Photo: Eugène M Wood de State of Grace Workshop
Une envie de blondeur
Depuis le temps qu'elle en rêvait... Si on lui pose la question, elle répond: "Depuis toujours!" C'est une idée qu'elle avait depuis longtemps, mais la rangeait au rayon des fantasmes, de ces choses à la fois improbables et futiles, mais pourtant obsédantes.

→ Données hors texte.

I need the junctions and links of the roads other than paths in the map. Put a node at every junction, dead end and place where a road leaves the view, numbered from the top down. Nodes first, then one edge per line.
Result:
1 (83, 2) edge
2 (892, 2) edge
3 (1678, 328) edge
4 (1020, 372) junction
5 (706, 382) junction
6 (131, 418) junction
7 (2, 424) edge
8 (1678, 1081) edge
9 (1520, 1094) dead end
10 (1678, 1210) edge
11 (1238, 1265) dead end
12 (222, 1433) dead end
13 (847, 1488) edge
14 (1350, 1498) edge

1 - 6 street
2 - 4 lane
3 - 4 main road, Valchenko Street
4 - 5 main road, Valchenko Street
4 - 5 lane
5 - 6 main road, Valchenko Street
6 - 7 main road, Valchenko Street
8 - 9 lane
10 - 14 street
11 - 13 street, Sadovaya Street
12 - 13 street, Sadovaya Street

Un jour elle s'est sentie assez forte, dans une situation qui ne la laissait pas à la portée des haineux qui auraient pu la tourmenter. Elle s'est fait confiance et seule, dans un coin isolé, s'est mise en tête à tête avec elle même... Après avoir cent fois tourné autour de l'objet, elle l'a pris dans sa main, l'a soupesé, l'a jaugé... Puis les yeux dans les yeux, face au miroir, elle a soulevé la mèche sur son front, encore une fois, donnant à son visage un aperçu d'une nouvelle physionomie. Elle a respiré fort et quand le petit moteur de la tondeuse a claqué en démarrant, son coeur s'est un peu emballé, un court instant. Elle s'est souri, un sourire de défi, un rictus ironique, puis s'est jetée dans l'action. Les tempes d'abord, subjuguée par la facilité et la cruauté sans remord avec laquelle les lames effaçaient sa chevelure, glissant sur la peau et hachant les cheveux pour ne laisser après son passage qu'un velours presque soyeux.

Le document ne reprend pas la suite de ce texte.